The moderator permitted Robert Kuttner, editor of the American Prospect magazine, to respond. He huffed, "Well that is a slander on American liberals. It was American liberals who started the policy of containing communism, and there may be leftists alive in the world who are naive about communism, but it doesn't describe anybody in the United States Senate, Democrat or Republican."
Doesn't it? The mind fairly reels with examples of "naivete" and worse on the part of members of the Senate. Here is Sen. Chris Dodd (D., Conn.) recommending in an interview with Georgie Anne Geyer in 1983 that we negotiate with the Salvadoran communists.
Geyer: "Since these kinds of Marxists have never negotiated throughout history ... do you actually believe they would negotiate in good faith now? ...
Dodd: "I don't know the good faith -- no one knows that. You can only find that out by trying, sitting down and seeing if they're sincere, and testing it out. ... I don't know them. I know they're not all Marxists, any more than all the Sandinistas were Marxists. ... I don't believe that every person who opposes the government in El Salvador is a Marxist either. ... I don't believe Marxism is necessarily monolithic either ... We can have intelligent, thoughtful relations with these countries, and we shouldn't assume that if someone happens to be a Marxist, that immediately they're going to be antagonistic to our interests or going to threaten our security."
Uh, huh. Note the use of the word "happens." In Dodd's formulation, people just happen to be Marxists the way others happen to be black. It transforms anti-communism into a form of blind prejudice.

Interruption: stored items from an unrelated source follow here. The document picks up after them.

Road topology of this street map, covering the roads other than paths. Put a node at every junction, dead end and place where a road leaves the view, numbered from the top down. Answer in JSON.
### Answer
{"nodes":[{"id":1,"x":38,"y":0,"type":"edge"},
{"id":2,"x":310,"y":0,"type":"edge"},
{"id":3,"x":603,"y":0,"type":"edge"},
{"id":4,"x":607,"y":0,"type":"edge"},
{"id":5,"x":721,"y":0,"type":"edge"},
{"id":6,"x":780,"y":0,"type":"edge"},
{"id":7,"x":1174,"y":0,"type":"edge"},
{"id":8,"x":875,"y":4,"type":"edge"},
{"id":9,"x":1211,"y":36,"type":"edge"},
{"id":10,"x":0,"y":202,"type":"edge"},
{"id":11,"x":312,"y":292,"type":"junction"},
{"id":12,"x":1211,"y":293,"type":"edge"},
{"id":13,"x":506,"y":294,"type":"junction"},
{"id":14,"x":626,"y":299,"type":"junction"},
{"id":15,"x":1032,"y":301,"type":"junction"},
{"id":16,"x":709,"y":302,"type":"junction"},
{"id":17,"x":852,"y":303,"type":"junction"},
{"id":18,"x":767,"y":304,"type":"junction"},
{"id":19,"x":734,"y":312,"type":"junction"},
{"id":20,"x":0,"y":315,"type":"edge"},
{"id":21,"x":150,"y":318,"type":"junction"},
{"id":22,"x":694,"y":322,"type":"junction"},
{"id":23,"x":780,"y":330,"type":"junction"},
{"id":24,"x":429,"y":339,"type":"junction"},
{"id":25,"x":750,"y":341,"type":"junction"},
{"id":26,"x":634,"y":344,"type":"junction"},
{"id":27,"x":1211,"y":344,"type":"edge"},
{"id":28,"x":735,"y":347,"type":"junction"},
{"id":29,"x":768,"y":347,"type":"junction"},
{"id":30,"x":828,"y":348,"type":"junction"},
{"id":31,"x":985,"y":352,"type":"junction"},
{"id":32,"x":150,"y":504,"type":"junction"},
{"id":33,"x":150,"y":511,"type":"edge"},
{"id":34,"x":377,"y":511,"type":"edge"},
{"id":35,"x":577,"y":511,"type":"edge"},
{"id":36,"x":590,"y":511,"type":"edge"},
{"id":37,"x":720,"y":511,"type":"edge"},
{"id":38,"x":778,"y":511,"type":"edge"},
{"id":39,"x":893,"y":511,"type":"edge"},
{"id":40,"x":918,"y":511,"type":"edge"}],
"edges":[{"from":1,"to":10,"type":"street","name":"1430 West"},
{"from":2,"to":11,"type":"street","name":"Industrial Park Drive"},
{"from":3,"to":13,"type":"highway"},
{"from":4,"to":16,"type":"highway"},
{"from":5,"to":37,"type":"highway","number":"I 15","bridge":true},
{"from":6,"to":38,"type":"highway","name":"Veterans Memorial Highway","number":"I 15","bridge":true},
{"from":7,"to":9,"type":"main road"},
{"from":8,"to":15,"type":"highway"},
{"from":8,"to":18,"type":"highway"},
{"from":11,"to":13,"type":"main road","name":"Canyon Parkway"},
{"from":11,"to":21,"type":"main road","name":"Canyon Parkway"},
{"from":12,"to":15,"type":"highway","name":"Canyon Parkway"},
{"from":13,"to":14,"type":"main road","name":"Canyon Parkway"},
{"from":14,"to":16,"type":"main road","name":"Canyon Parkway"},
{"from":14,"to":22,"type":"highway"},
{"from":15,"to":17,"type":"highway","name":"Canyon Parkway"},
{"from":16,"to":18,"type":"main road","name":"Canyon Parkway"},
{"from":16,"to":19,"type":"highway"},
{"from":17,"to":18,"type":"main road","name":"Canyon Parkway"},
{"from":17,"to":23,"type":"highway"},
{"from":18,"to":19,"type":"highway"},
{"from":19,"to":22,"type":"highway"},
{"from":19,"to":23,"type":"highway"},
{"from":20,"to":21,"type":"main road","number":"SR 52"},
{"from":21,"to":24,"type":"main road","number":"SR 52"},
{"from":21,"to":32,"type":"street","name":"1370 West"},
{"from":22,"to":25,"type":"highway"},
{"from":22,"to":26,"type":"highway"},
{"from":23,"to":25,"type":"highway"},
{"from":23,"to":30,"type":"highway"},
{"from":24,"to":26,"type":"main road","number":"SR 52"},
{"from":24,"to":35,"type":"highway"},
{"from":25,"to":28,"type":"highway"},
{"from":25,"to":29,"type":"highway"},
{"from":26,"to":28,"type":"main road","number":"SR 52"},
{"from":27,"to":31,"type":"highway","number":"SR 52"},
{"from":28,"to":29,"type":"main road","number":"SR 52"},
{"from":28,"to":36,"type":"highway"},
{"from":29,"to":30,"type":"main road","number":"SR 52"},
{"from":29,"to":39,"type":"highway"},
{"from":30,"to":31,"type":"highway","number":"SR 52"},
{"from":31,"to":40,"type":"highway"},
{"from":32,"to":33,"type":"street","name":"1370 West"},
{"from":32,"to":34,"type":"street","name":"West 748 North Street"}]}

Then congressman now Senator Robert Torricelli joined with then Speaker of the House Jim Wright (D., Texas) and others in a fawning letter to Sandinista strong man Daniel Ortega. "We have been, and remain," the 1984 letter read, "opposed to U.S. support for military action directed against the people or government of Nicaragua." They then praised the man who was importing Soviet tanks, missiles, and anti-aircraft guns in record numbers for "reducing" press censorship -- though they acknowledged how difficult this must be "in the midst of ongoing military hostilities on the borders of Nicaragua."
Meanwhile, if Kuttner needs more evidence of softness toward communism, he need look no further than his morning New York Times. The day after his TV appearance, he would have found this front page headline: "Workers' Rights Suffering as China Goes Capitalist." It seems that "with the collapse of the state industries that once dominated China, tens of millions of the workers who were long portrayed as official masters of the Communist nation have been virtually cast aside." The word "portrayed" saves that sentence from complete farce, but only just. Under communism, workers have no rights at all. Reporter Erik Eckholm notes that workers he questioned about labor unions had never heard of them. Yes, but that's because this is communist China, not because they are now permitting some market reforms!
Last week, the Times ran a story about the Berlin Wall 10 years after its fall. "For those from the east who once believed in communism," wrote Edmund Andrews, "it is a reminder of dashed hopes." Would the Times ever refer to a Nazi symbol, say the site of Hitler's suicide, as a reminder of dashed hopes for those who believed in Nazism? Never, because Nazism was evil, and those who believed in it may have had their "hopes," but decent folks have no sympathy with such sentiments. The Berlin Wall, as the Times story acknowledges, was the scene of dozens of heartbreaking murders, as brave young East Germans risked -- and usually lost -- everything for freedom. East Germany was in the dashing hopes business. The New York Times still doesn't fully grasp that.